(Items from a data source)
● ● ●
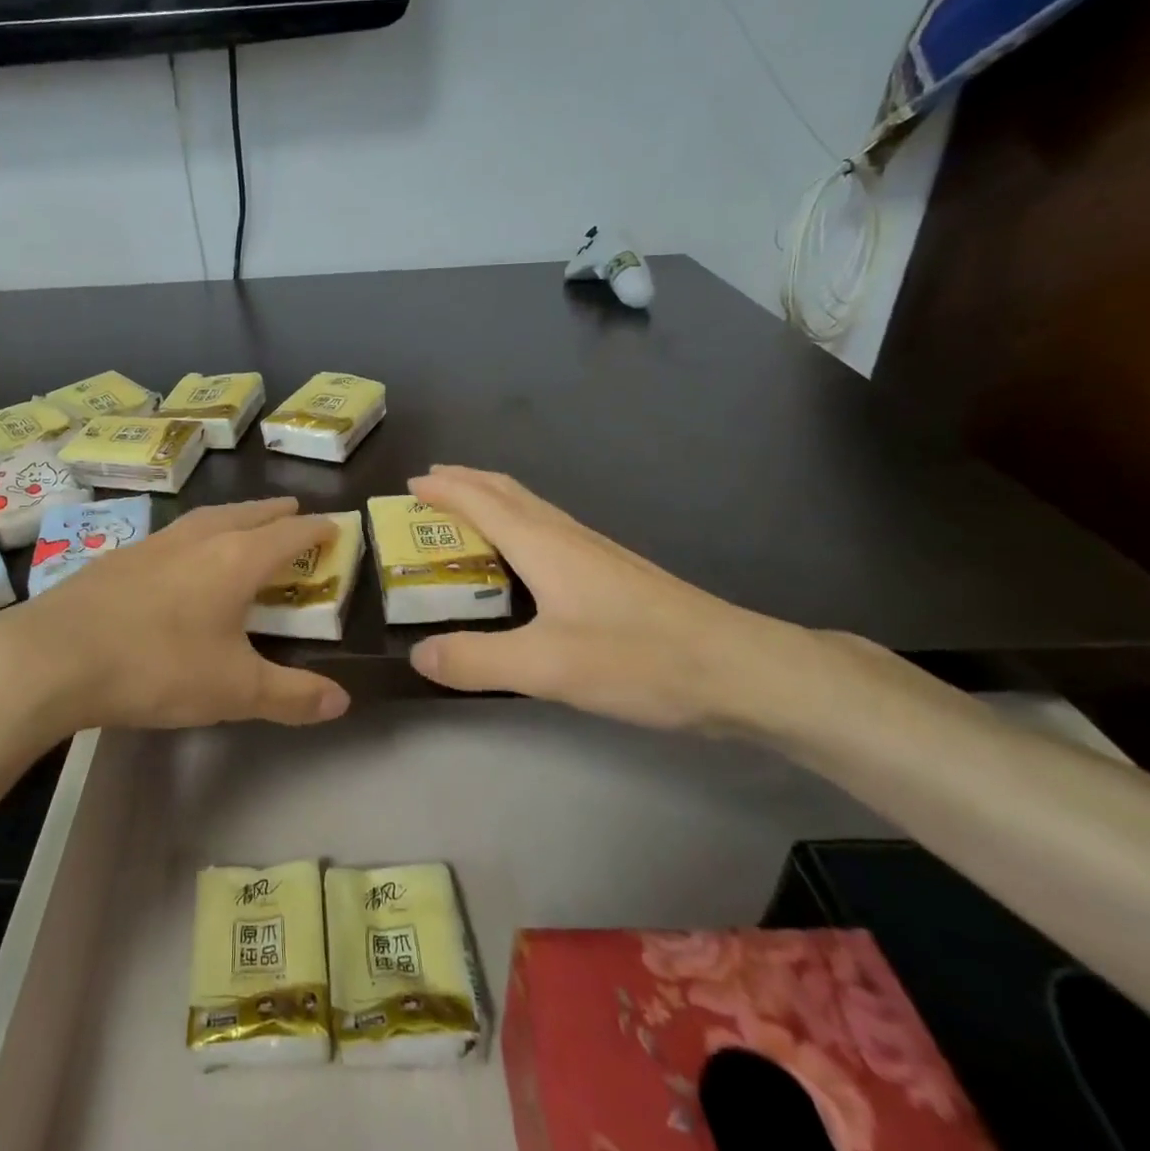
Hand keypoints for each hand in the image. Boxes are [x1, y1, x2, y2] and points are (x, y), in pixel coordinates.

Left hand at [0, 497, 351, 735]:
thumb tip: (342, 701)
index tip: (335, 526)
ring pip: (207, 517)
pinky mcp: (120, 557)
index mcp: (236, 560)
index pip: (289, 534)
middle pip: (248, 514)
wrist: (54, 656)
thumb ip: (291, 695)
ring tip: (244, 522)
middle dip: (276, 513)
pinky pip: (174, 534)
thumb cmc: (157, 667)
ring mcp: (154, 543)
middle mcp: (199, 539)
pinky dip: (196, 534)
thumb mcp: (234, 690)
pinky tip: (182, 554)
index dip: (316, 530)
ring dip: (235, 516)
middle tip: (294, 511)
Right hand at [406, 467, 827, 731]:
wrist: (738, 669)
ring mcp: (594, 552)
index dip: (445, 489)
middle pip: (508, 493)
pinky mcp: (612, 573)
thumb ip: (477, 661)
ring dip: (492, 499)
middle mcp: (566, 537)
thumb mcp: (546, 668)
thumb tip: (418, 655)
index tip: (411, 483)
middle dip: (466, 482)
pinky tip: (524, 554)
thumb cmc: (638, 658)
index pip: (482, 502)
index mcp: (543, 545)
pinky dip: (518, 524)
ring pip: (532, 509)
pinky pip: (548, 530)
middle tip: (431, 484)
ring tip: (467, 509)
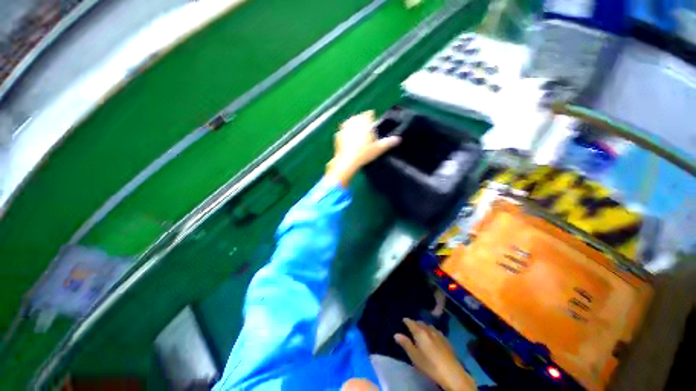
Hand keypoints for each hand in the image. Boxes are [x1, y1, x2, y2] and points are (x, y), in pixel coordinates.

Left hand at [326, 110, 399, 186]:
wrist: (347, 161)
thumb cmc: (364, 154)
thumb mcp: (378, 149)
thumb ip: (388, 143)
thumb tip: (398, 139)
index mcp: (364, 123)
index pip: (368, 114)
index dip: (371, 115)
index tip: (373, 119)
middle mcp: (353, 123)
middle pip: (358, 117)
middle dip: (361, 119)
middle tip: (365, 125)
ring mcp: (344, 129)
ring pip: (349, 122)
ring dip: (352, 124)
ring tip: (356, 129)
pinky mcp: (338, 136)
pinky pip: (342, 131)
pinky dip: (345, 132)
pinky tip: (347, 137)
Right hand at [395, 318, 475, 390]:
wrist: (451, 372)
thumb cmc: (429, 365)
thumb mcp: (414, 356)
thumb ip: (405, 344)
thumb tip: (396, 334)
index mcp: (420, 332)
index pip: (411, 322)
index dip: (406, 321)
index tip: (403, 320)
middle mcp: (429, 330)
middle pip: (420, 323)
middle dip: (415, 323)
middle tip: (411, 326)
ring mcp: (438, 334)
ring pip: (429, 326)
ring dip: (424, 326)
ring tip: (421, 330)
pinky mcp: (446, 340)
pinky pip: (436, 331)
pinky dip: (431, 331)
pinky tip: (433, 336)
● ● ●
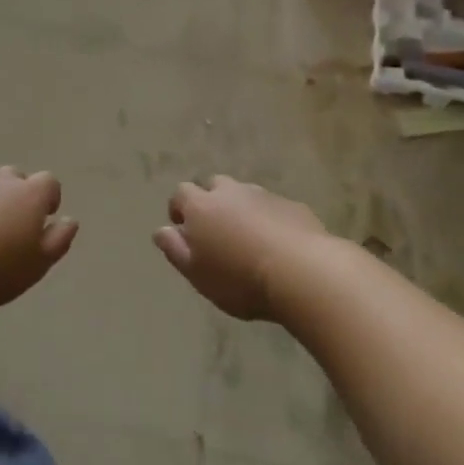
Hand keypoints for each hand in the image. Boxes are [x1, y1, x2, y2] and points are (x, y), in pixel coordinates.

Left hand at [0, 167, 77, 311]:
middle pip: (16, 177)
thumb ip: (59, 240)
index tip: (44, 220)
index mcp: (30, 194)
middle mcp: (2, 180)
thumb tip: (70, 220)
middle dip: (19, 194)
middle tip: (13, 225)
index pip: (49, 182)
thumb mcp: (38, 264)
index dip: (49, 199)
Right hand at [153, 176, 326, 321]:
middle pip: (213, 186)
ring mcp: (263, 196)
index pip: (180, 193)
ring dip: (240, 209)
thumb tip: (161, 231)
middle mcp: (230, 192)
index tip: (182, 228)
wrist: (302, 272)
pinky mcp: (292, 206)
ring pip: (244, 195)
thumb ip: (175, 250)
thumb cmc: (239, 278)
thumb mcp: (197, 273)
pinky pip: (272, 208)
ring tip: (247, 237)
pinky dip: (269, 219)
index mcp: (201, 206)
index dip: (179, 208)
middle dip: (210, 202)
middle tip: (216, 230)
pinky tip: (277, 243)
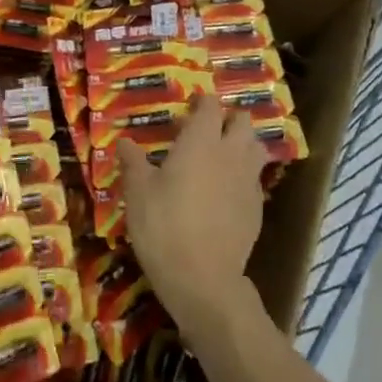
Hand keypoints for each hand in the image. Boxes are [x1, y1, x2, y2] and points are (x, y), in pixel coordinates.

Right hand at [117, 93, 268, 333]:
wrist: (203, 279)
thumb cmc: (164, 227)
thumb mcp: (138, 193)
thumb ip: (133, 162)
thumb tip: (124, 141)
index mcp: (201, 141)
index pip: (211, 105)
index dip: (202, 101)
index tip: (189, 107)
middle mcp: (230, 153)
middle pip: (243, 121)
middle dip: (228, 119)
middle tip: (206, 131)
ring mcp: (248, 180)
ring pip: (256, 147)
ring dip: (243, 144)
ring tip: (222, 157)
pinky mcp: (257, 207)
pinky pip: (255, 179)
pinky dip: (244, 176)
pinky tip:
● ● ●
**About this task**
Copy, exactly and only, the lines above that begin with the one containing "index mcp: (420, 332)" and finish with the one containing "pinky tip: (433, 336)".

**Response to the exercise**
index mcp: (420, 332)
index pip: (411, 322)
index dip: (406, 321)
index tip: (403, 320)
middle mcp: (429, 330)
middle pip: (420, 323)
middle dip: (415, 323)
middle tip: (411, 326)
ring mcp: (438, 334)
ring pip: (429, 326)
ring dip: (424, 326)
ring tip: (421, 330)
pinky mcp: (446, 340)
pinky pip: (436, 331)
pinky dip: (431, 331)
pinky tip: (433, 336)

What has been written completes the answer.